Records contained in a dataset
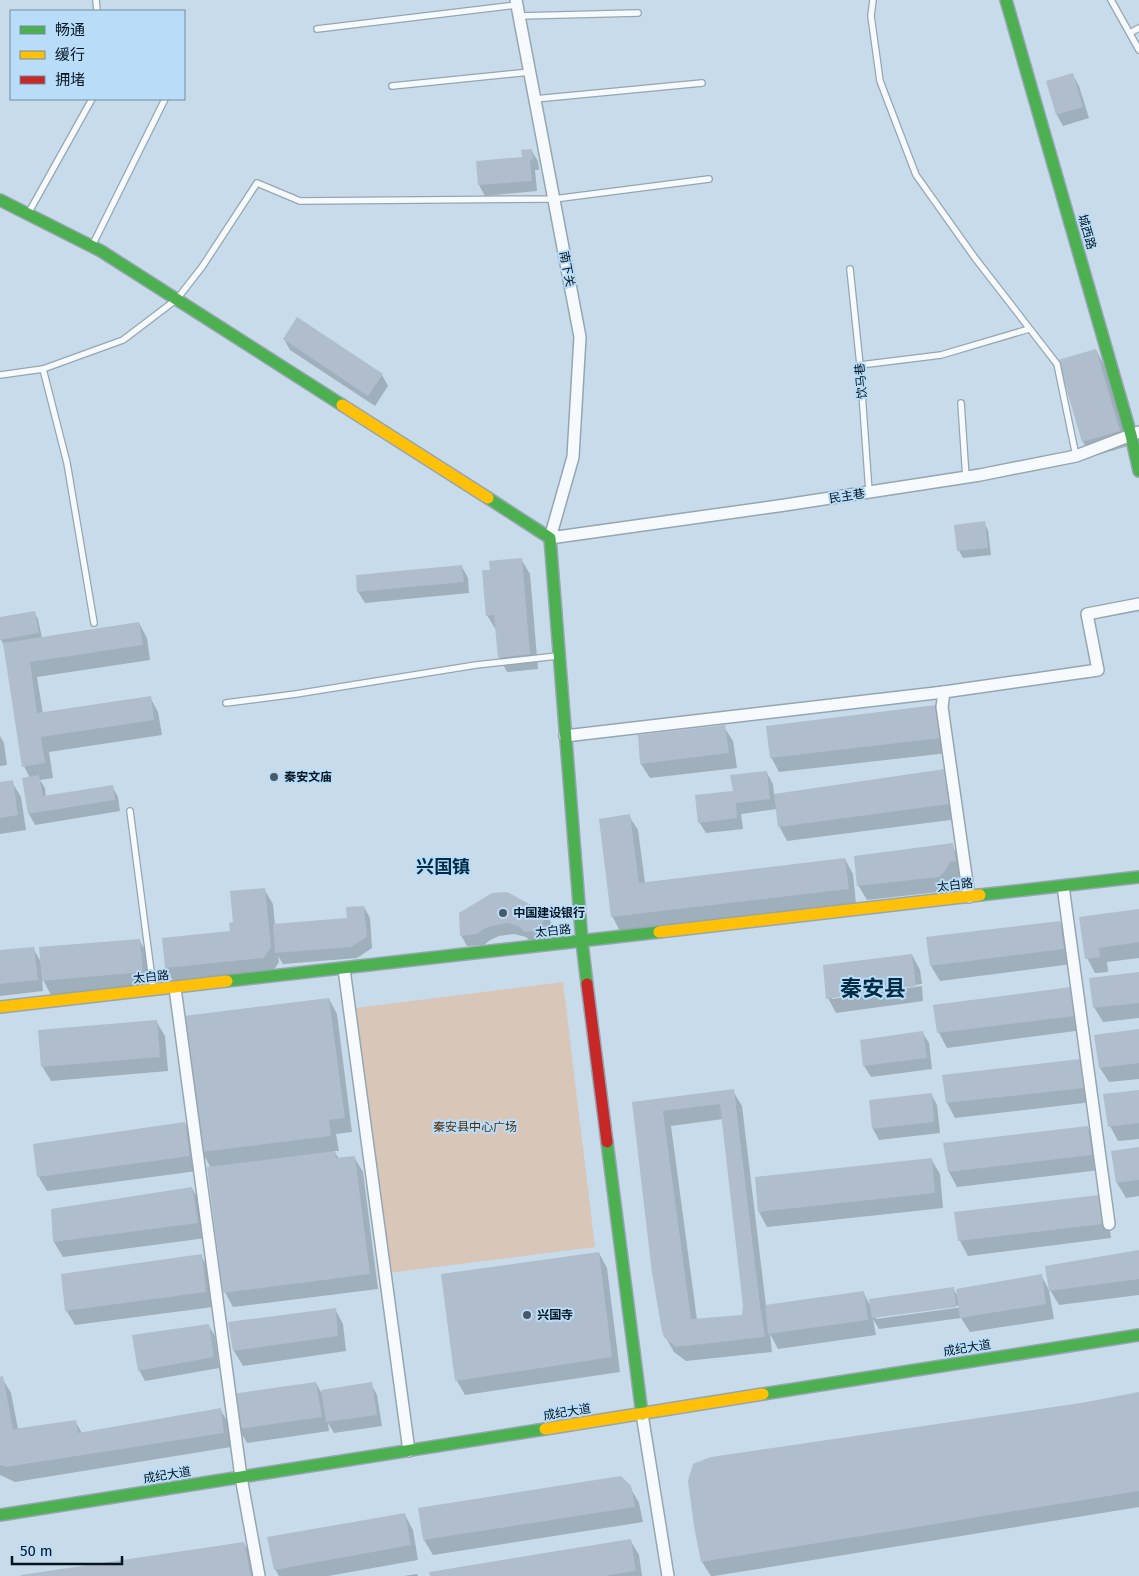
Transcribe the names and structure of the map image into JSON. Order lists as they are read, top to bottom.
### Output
{
  "streets": {
    "main road": ["城西路", "太白路", "成纪大道"],
    "street": ["南下关", "民主巷"],
    "lane": ["饮马巷"]
  },
  "crossings": [
    ["城西路", "民主巷"],
    ["南下关", "民主巷"],
    ["饮马巷", "民主巷"]
  ],
  "districts": ["兴国镇", "秦安县"],
  "parks": ["秦安县中心广场"],
  "places": ["秦安文庙", "中国建设银行", "兴国寺"],
  "legend": ["畅通", "缓行", "拥堵"],
  "scale_bar": "50 m"
}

- [WHAT IS EXPECTED]: Set the preceding data down again word for word, omitting images.

- [SOLUTION TO THIS TASK]:
Transcribe the names and structure of the map image into JSON. Order lists as they are read, top to bottom.
### Output
{
  "streets": {
    "main road": ["城西路", "太白路", "成纪大道"],
    "street": ["南下关", "民主巷"],
    "lane": ["饮马巷"]
  },
  "crossings": [
    ["城西路", "民主巷"],
    ["南下关", "民主巷"],
    ["饮马巷", "民主巷"]
  ],
  "districts": ["兴国镇", "秦安县"],
  "parks": ["秦安县中心广场"],
  "places": ["秦安文庙", "中国建设银行", "兴国寺"],
  "legend": ["畅通", "缓行", "拥堵"],
  "scale_bar": "50 m"
}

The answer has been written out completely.